▶ [What is expected]: The answer must be a single number: how many lines of the entries below include "Departures".
───── The records
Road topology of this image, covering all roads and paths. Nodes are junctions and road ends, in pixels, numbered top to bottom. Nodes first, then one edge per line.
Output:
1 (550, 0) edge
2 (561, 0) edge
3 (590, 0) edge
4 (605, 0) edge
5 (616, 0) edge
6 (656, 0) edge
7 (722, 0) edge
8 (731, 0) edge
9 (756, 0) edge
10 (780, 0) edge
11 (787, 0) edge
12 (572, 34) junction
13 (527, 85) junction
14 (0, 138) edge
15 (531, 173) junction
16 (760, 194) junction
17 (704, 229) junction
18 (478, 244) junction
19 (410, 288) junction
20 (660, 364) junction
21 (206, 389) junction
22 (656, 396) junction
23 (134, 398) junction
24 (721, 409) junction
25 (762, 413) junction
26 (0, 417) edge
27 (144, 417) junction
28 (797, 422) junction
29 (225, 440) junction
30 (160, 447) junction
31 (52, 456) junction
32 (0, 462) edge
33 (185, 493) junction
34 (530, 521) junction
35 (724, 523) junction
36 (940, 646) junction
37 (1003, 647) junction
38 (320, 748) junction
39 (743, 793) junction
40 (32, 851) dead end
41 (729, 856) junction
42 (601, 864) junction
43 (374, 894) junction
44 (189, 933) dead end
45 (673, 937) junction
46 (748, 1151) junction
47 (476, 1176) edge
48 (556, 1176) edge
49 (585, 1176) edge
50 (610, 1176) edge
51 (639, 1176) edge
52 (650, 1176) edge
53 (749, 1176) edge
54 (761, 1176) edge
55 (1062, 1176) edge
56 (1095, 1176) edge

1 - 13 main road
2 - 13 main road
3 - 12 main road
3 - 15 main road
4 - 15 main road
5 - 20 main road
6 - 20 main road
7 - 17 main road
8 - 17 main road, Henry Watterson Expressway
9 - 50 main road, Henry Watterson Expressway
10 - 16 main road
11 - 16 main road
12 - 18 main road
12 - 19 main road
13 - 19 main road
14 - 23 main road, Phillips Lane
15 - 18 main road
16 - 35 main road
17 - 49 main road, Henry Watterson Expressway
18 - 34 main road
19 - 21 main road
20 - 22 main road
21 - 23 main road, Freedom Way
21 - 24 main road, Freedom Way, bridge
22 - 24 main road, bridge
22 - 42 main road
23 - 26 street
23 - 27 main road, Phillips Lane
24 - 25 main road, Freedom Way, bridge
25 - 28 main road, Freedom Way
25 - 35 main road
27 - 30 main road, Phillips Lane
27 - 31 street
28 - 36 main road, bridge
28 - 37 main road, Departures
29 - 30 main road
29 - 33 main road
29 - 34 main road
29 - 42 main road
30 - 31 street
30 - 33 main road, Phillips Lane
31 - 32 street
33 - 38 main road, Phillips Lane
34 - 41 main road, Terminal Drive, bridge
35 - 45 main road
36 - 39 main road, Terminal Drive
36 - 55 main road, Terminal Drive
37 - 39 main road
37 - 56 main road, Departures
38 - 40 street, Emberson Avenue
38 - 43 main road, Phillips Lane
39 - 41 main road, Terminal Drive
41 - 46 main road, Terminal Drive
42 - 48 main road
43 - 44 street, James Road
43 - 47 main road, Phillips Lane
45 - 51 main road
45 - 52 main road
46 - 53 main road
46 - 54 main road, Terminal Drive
──────────
▶ [Result of this exercise]: 2